The rules of practice in actions on original insurance policies are in general
applicable to actions or contracts of reinsurance. (Delaware, Ins. Co. v. Pennsylvania
Fire Ins. Co., 55 S.E. 330,126 GA. 380, 7 Ann. Con. 1134).

Hence the applicable law is Article 2207 of the new Civil Code, to wit:
Art. 2207. If the plaintiffs property has been insured, and he has received indemnity
from the insurance company for the injury or loss arising out of the wrong or breach
of contract complained of, the insurance company shall be subrogated to the rights of
the insured against the wrongdoer or the person who has violated the contract. If the
amount paid by the insurance company does not fully cover the injury or loss, the
aggrieved party shall be entitled to recover the deficiency from the person causing
the loss or injury.
Interpreting the aforesaid provision, we ruled in the case of Phil. Air Lines, Inc. v. Heald Lumber Co.
(101 Phil. 1031 [1957]) which we subsequently applied in Manila Mahogany Manufacturing
Corporation v. Court of Appeals (154 SCRA 650 [1987]):
Note that if a property is insured and the owner receives the indemnity from the
insurer, it is provided in said article that the insurer is deemed subrogated to the
rights of the insured against the wrongdoer and if the amount paid by the insurer
does not fully cover the loss, then the aggrieved party is the one entitled to recover
the deficiency.
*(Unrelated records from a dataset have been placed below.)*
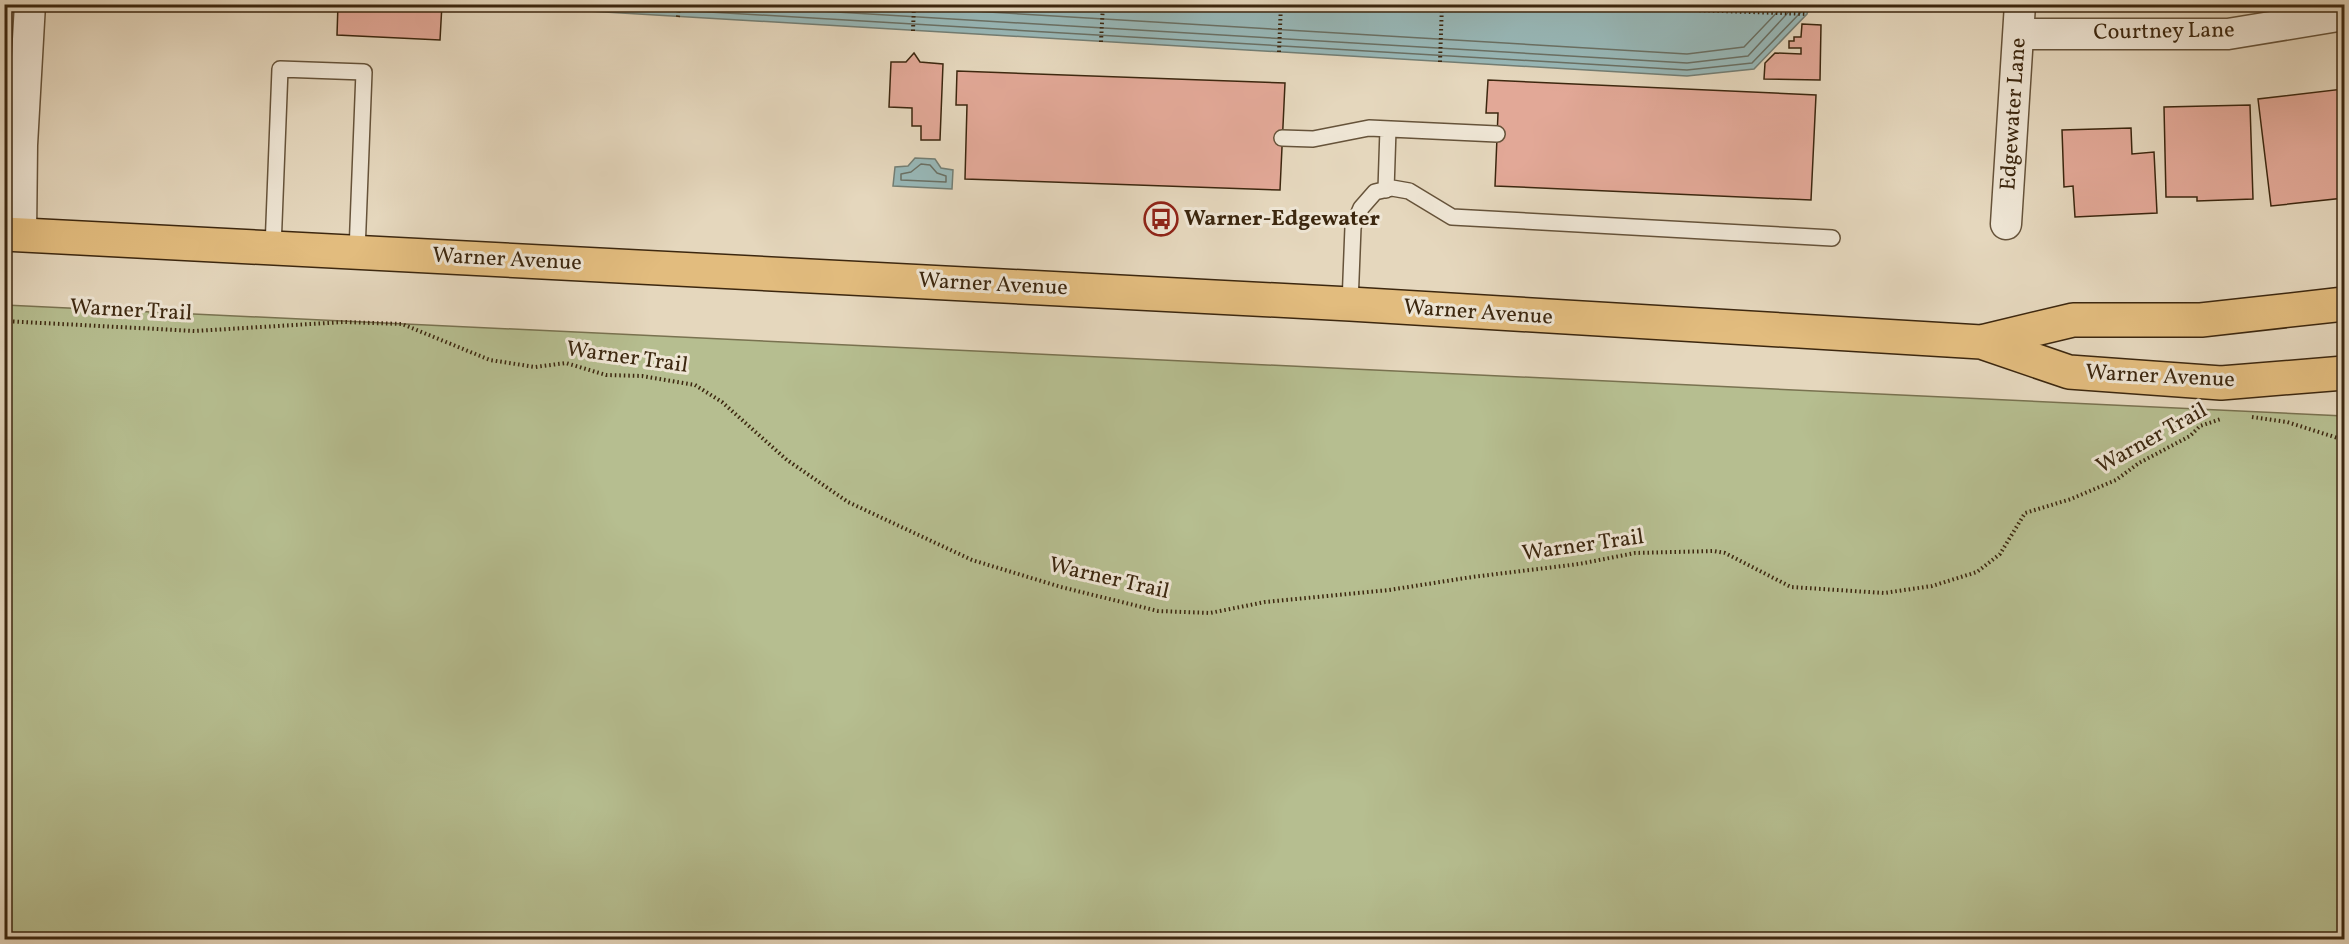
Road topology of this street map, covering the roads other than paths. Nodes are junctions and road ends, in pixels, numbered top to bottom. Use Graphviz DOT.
graph roads {
  1 [pos="30,4"];
  2 [pos="2020,4"];
  3 [pos="2344,15"];
  4 [pos="2019,34"];
  5 [pos="1388,129"];
  6 [pos="1497,134"];
  7 [pos="1282,138"];
  8 [pos="13,144"];
  9 [pos="1386,190"];
  10 [pos="2006,224"];
  11 [pos="13,235"];
  12 [pos="1832,238"];
  13 [pos="273,248"];
  14 [pos="357,252"];
  15 [pos="1350,304"];
  16 [pos="2344,304"];
  17 [pos="1981,342"];
  18 [pos="2344,373"];
  1 -- 8 [label="street"];
  2 -- 4 [label="street, Edgewater Lane"];
  3 -- 4 [label="street, Courtney Lane"];
  4 -- 10 [label="street, Edgewater Lane"];
  5 -- 6 [label="lane"];
  5 -- 7 [label="lane"];
  5 -- 9 [label="lane"];
  8 -- 11 [label="street"];
  9 -- 12 [label="lane"];
  9 -- 15 [label="lane"];
  11 -- 13 [label="main road, Warner Avenue"];
  13 -- 14 [label="main road, Warner Avenue"];
  13 -- 14 [label="lane"];
  14 -- 15 [label="main road, Warner Avenue"];
  15 -- 17 [label="main road, Warner Avenue"];
  16 -- 17 [label="main road, Warner Avenue"];
  17 -- 18 [label="main road, Warner Avenue"];
}
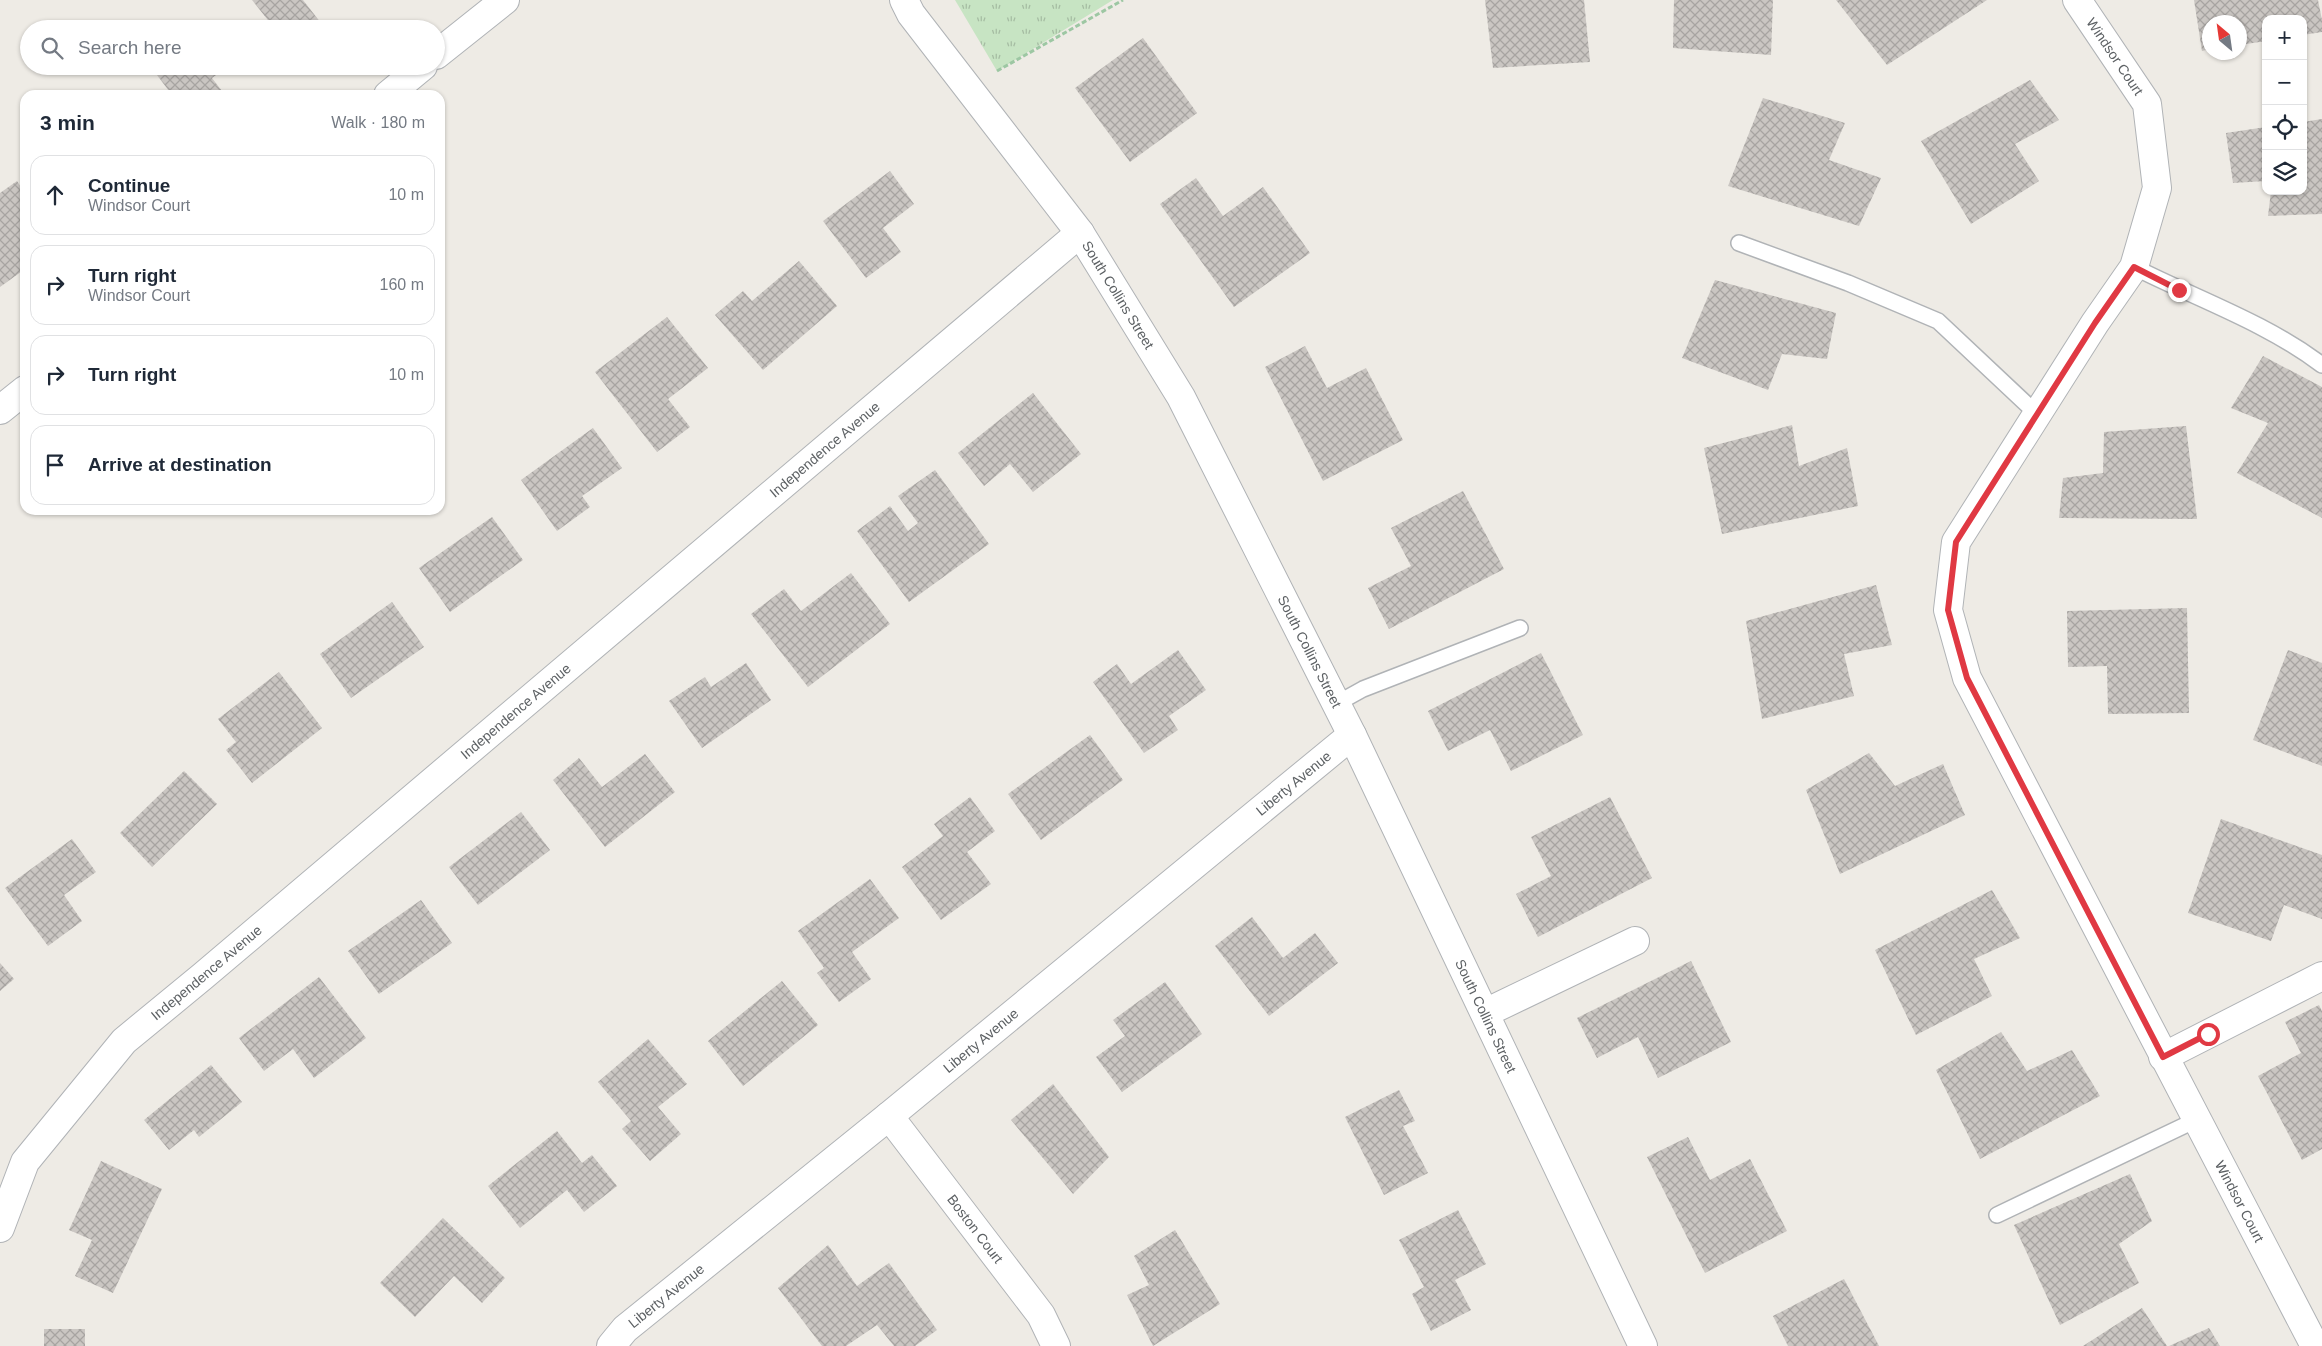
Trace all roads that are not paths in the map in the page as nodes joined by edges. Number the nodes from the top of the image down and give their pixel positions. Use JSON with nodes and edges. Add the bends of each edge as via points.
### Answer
{"nodes":[{"id":1,"x":504,"y":0,"type":"edge"},
{"id":2,"x":904,"y":0,"type":"edge"},
{"id":3,"x":2077,"y":0,"type":"edge"},
{"id":4,"x":445,"y":49,"type":"edge"},
{"id":5,"x":412,"y":75,"type":"edge"},
{"id":6,"x":394,"y":90,"type":"edge"},
{"id":7,"x":1080,"y":233,"type":"junction"},
{"id":8,"x":1739,"y":243,"type":"dead end"},
{"id":9,"x":2134,"y":267,"type":"junction"},
{"id":10,"x":2322,"y":365,"type":"edge"},
{"id":11,"x":20,"y":394,"type":"edge"},
{"id":12,"x":0,"y":410,"type":"edge"},
{"id":13,"x":2037,"y":414,"type":"junction"},
{"id":14,"x":1520,"y":628,"type":"dead end"},
{"id":15,"x":1336,"y":704,"type":"junction"},
{"id":16,"x":1352,"y":735,"type":"junction"},
{"id":17,"x":1635,"y":941,"type":"dead end"},
{"id":18,"x":2322,"y":976,"type":"edge"},
{"id":19,"x":1485,"y":1013,"type":"junction"},
{"id":20,"x":2163,"y":1057,"type":"junction"},
{"id":21,"x":889,"y":1116,"type":"junction"},
{"id":22,"x":2196,"y":1120,"type":"junction"},
{"id":23,"x":1997,"y":1215,"type":"dead end"},
{"id":24,"x":0,"y":1228,"type":"edge"},
{"id":25,"x":611,"y":1346,"type":"edge"},
{"id":26,"x":1056,"y":1346,"type":"edge"},
{"id":27,"x":1643,"y":1346,"type":"edge"},
{"id":28,"x":2315,"y":1346,"type":"edge"}],
"edges":[{"from":1,"to":4,"type":"street"},
{"from":2,"to":7,"type":"street","name":"South Collins Street","via":[[911,14]]},
{"from":3,"to":9,"type":"street","name":"Windsor Court","via":[[2147,104],[2157,188]]},
{"from":5,"to":6,"type":"street"},
{"from":7,"to":15,"type":"street","name":"South Collins Street","via":[[1182,397]]},
{"from":7,"to":24,"type":"street","name":"Independence Avenue","via":[[124,1040],[25,1162]]},
{"from":8,"to":13,"type":"lane","via":[[1848,283],[1938,321]]},
{"from":9,"to":10,"type":"lane","via":[[2239,315]]},
{"from":9,"to":13,"type":"street","name":"Windsor Court"},
{"from":11,"to":12,"type":"street"},
{"from":13,"to":20,"type":"street","name":"Windsor Court","via":[[1956,542],[1948,610],[1967,678]]},
{"from":14,"to":15,"type":"lane","via":[[1363,689]]},
{"from":15,"to":16,"type":"street","name":"South Collins Street"},
{"from":16,"to":19,"type":"street","name":"South Collins Street"},
{"from":16,"to":21,"type":"street","name":"Liberty Avenue"},
{"from":17,"to":19,"type":"street"},
{"from":18,"to":20,"type":"street"},
{"from":19,"to":27,"type":"street","name":"South Collins Street"},
{"from":20,"to":22,"type":"street","name":"Windsor Court"},
{"from":21,"to":25,"type":"street","name":"Liberty Avenue","via":[[625,1329]]},
{"from":21,"to":26,"type":"street","name":"Boston Court","via":[[1041,1315]]},
{"from":22,"to":23,"type":"lane"},
{"from":22,"to":28,"type":"street","name":"Windsor Court"}]}
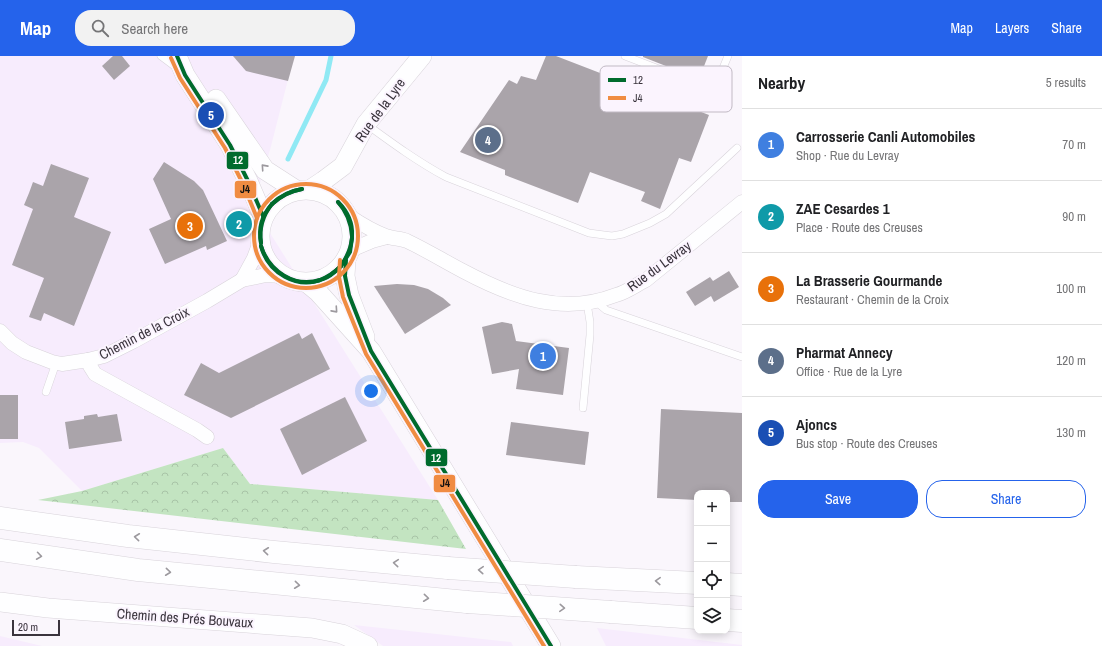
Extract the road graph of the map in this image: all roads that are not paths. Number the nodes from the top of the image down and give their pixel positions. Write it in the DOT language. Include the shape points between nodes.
graph roads {
  1 [pos="161,56"];
  2 [pos="177,56"];
  3 [pos="183,56"];
  4 [pos="422,56"];
  5 [pos="626,56"];
  6 [pos="728,56"];
  7 [pos="652,66"];
  8 [pos="724,66"];
  9 [pos="185,75"];
  10 [pos="366,124"];
  11 [pos="737,148"];
  12 [pos="343,166"];
  13 [pos="303,189"];
  14 [pos="742,202"];
  15 [pos="344,209"];
  16 [pos="264,216"];
  17 [pos="387,237"];
  18 [pos="260,242"];
  19 [pos="348,255"];
  20 [pos="282,276"];
  21 [pos="242,280"];
  22 [pos="307,282"];
  23 [pos="593,302"];
  24 [pos="0,331"];
  25 [pos="371,351"];
  26 [pos="742,357"];
  27 [pos="88,360"];
  28 [pos="56,362"];
  29 [pos="46,392"];
  30 [pos="583,408"];
  31 [pos="207,437"];
  32 [pos="0,518"];
  33 [pos="0,550"];
  34 [pos="694,583"];
  35 [pos="730,584"];
  36 [pos="742,585"];
  37 [pos="0,602"];
  38 [pos="694,618"];
  39 [pos="730,620"];
  40 [pos="742,621"];
  41 [pos="368,646"];
  42 [pos="551,646"];
  1 -- 9 [label="lane"];
  2 -- 9 [label="main road"];
  13 -- 3 [label="main road, one-way" via="265,170 195,67"];
  4 -- 10 [label="main road, Rue de la Lyre"];
  5 -- 7 [label="lane"];
  6 -- 8 [label="lane"];
  9 -- 16 [label="main road" via="230,146"];
  10 -- 11 [label="lane" via="446,177 589,233 604,236 623,234 666,214"];
  10 -- 12 [label="main road, Rue de la Lyre"];
  12 -- 13 [label="main road, Rue de la Lyre" via="323,181"];
  12 -- 15 [label="main road, Rue de la Lyre"];
  13 -- 15 [label="main road" via="326,193"];
  13 -- 16 [label="main road" via="282,195 271,204"];
  14 -- 23 [label="street, Rue du Levray" via="646,280 623,293"];
  15 -- 17 [label="street, Rue du Levray" via="363,226"];
  15 -- 19 [label="main road" via="353,233"];
  16 -- 18 [label="main road" via="259,233"];
  17 -- 19 [label="street, Rue du Levray" via="372,241"];
  17 -- 23 [label="street, Rue du Levray" via="405,240 475,278 517,296 558,304"];
  18 -- 20 [label="main road" via="271,267"];
  18 -- 21 [label="street"];
  19 -- 22 [label="main road" via="336,272 322,280"];
  19 -- 25 [label="main road" via="345,276 349,295"];
  20 -- 21 [label="street, Chemin de la Croix" via="266,275"];
  20 -- 22 [label="main road" via="294,281"];
  21 -- 27 [label="street, Chemin de la Croix" via="134,341 104,356"];
  22 -- 25 [label="main road, one-way"];
  23 -- 26 [label="lane" via="606,310"];
  23 -- 30 [label="lane"];
  24 -- 28 [label="street, Chemin de la Croix" via="26,352"];
  25 -- 42 [label="main road"];
  27 -- 28 [label="street, Chemin de la Croix" via="62,364"];
  27 -- 31 [label="street" via="95,374"];
  28 -- 29 [label="lane"];
  34 -- 32 [label="highway, one-way, bridge" via="448,568 274,552 128,536"];
  33 -- 38 [label="highway, one-way, bridge" via="138,570 467,602"];
  35 -- 36 [label="highway"];
  37 -- 41 [label="main road, Chemin des Prés Bouvaux" via="312,628 342,634"];
  39 -- 40 [label="highway"];
}
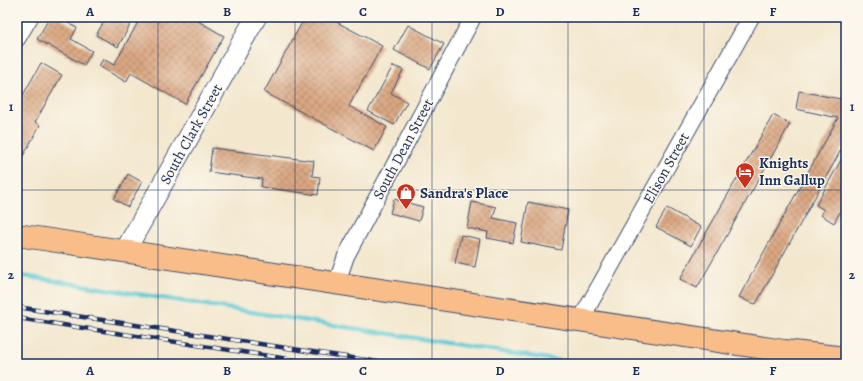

Evidently, under this legal provision, the real party in interest with
regard to the portion of the indemnity paid is the insurer and not the insured.
(Emphasis supplied).
It is clear from the records that Pioneer sued in its own name and not as an attorney-in-fact of the
reinsurer.
Accordingly, the appellate court did not commit a reversible error in dismissing the petitioner's
complaint as against the respondents for the reason that the petitioner was not the real party in
interest in the complaint and, therefore, has no cause of action against the respondents.
Nevertheless, the petitioner argues that the appeal as regards the counter indemnitors should not
have been dismissed on the premise that the evidence on record shows that it is entitled to recover
from the counter indemnitors. It does not, however, cite any grounds except its allegation that
respondent "Maglanas defense and evidence are certainly incredible" (p. 12, Rollo) to back up its
contention.
On the other hand, we find the trial court's findings on the matter replete with evidence to
substantiate its finding that the counter-indemnitors are not liable to the petitioner. The trial court
stated:
Apart from the foregoing proposition, the indemnity agreement ceased to be valid
and effective after the execution of the chattel mortgage.
Testimonies of defendants Francisco Cervantes and Modesto Cervantes.
Pioneer Insurance, knowing the value of the aircrafts and the spare parts involved,
agreed to issue the bond provided that the same would be mortgaged to it, but this

was not possible because the planes were still in Japan and could not be mortgaged
here in the Philippines. As soon as the aircrafts were brought to the Philippines, they
would be mortgaged to Pioneer Insurance to cover the bond, and this indemnity
agreement would be cancelled.
The following is averred under oath by Pioneer in the original complaint:
The various conflicting claims over the mortgaged properties have
impaired and rendered insufficient the security under the chattel
mortgage and there is thus no other sufficient security for the claim
sought to be enforced by this action.
This is judicial admission and aside from the chattel mortgage there is no other
security for the claim sought to be enforced by this action, which necessarily means
that the indemnity agreement had ceased to have any force and effect at the time
this action was instituted. Sec 2, Rule 129, Revised Rules of Court.
Prescinding from the foregoing, Pioneer, having foreclosed the chattel mortgage on
the planes and spare parts, no longer has any further action against the defendants
as indemnitors to recover any unpaid balance of the price. The indemnity agreement
was ipso jure extinguished upon the foreclosure of the chattel mortgage. These
defendants, as indemnitors, would be entitled to be subrogated to the right of Pioneer
should they make payments to the latter. Articles 2067 and 2080 of the New Civil
Code of the Philippines.
Independently of the preceding proposition Pioneer's election of the remedy of
foreclosure precludes any further action to recover any unpaid balance of the price.
SAL or Lim, having failed to pay the second to the eight and last installments to JDA
and Pioneer as surety having made of the payments to JDA, the alternative remedies
open to Pioneer were as provided in Article 1484 of the New Civil Code, known as
the Recto Law.
Pioneer exercised the remedy of foreclosure of the chattel mortgage both by
extrajudicial foreclosure and the instant suit. Such being the case, as provided by the
aforementioned provisions, Pioneer shall have no further action against the
purchaser to recover any unpaid balance and any agreement to the contrary is void.'
Cruz, et al. v. Filipinas Investment & Finance Corp. No. L- 24772, May 27,1968, 23
SCRA 791, 795-6.
The operation of the foregoing provision cannot be escaped from through the
contention that Pioneer is not the vendor but JDA. The reason is that Pioneer is
actually exercising the rights of JDA as vendor, having subrogated it in such rights.
Nor may the application of the provision be validly opposed on the ground that these
defendants and defendant Maglana are not the vendee but indemnitors. Pascual, et
al. v. Universal Motors Corporation, G.R. No. L- 27862, Nov. 20,1974, 61 SCRA 124.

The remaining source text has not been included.